Trying to get a more specific metric, such as the instructions that contribute to the solution of a matrix multiple, and excluding instructions that don’t directly contribute to computing the solution, such as control instructions, is very subjective and difficult to gather statistics on. (There are some that you can, such as VECTOR_INTENSITY = VPU_ELEMENTS_ACTIVE / VPU_INSTRUCTIONS_EXECUTED which is the number of SIMD vector operations, such as SSE or AVX, that are executed per second. These instructions are more likely to directly contribute to the solution of a mathematical solution as that is their primary purpose.)
Now that I’ve talked your ear off, check out some of the optimization resources at your local friendly Intel developer resource, software.intel.com. Particularly, check out how to effectively use VTune. I’m not suggesting you need to get VTune though you can get a free or very discounted student license (I think). But the material will tell you a lot about increasing your programs performance (i.e. optimizing), which is, if you think about it, increasing the useful work your program accomplishes.

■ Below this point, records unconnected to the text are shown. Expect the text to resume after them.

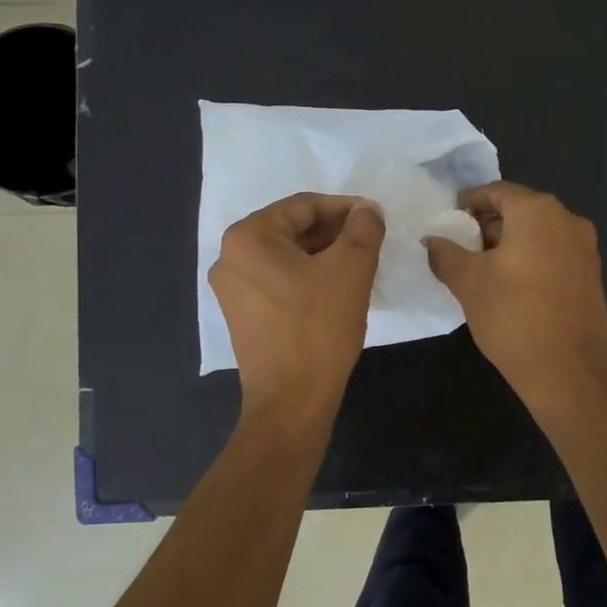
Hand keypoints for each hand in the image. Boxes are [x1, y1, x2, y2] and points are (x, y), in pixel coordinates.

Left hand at [210, 193, 384, 421]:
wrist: (292, 400)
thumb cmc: (319, 328)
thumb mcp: (352, 269)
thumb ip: (363, 228)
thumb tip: (366, 210)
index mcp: (248, 237)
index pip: (303, 206)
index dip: (344, 208)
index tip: (375, 217)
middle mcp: (230, 257)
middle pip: (292, 229)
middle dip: (334, 231)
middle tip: (371, 240)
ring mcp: (232, 289)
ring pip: (287, 256)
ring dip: (324, 254)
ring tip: (360, 263)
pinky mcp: (243, 315)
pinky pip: (279, 281)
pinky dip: (308, 277)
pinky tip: (337, 287)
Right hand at [424, 181, 606, 403]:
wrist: (568, 371)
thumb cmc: (513, 317)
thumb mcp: (468, 282)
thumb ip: (445, 254)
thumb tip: (432, 240)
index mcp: (538, 211)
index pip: (496, 192)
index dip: (468, 203)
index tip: (449, 221)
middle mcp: (567, 219)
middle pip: (520, 210)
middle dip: (489, 225)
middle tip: (462, 248)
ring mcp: (585, 247)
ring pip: (539, 233)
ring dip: (510, 243)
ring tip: (483, 270)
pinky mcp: (592, 274)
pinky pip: (555, 253)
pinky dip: (532, 259)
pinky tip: (512, 286)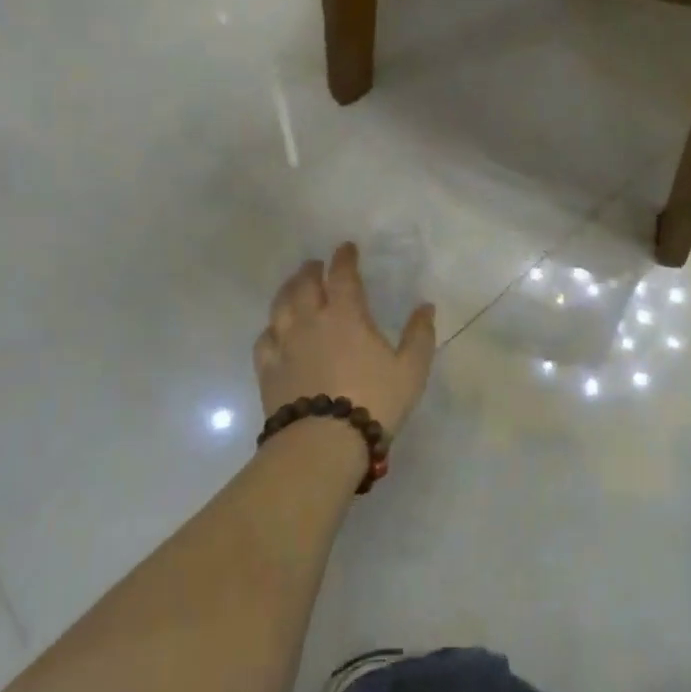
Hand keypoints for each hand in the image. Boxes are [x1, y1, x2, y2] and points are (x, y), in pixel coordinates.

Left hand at [253, 243, 436, 436]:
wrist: (323, 443)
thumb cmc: (374, 401)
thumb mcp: (411, 370)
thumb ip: (419, 336)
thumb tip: (426, 307)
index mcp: (346, 315)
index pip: (342, 275)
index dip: (344, 258)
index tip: (346, 248)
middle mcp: (311, 321)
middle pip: (304, 285)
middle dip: (311, 270)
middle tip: (315, 265)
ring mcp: (285, 345)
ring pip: (280, 306)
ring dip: (288, 290)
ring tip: (293, 287)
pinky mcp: (268, 370)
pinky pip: (264, 339)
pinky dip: (271, 328)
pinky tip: (274, 330)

Expanding on Michał's answer a bit:
Program written for modern multi-tasking OSes are more like a collection of event handlers: they effectively setup listeners for I/O and then yield control back to the OS. The OS wake them up each time there is something to process (e.g. user action, data from device) and they "go to sleep" by calling into the OS once they've finished processing. Most OSes will also preempt in case one process hog the CPU for too long and starve the others.
The OS can then keep tabs on how long each process are actually running (by remembering the start and end time of each run) and generate the statistics like CPU time and load (ready process queue length).
And to answer your second question:
To stop mostly means a process is no longer scheduled and all associated resource (scheduling data structures, file handles, memory space, ...) destroyed. This usually require the process to call a special OS call (syscall/interrupt) so the OS can release the resources gracefully.
If however a process run into an infinite loop and stops responding to OS events, then it can only be forcibly stopped (by simply not running it anymore).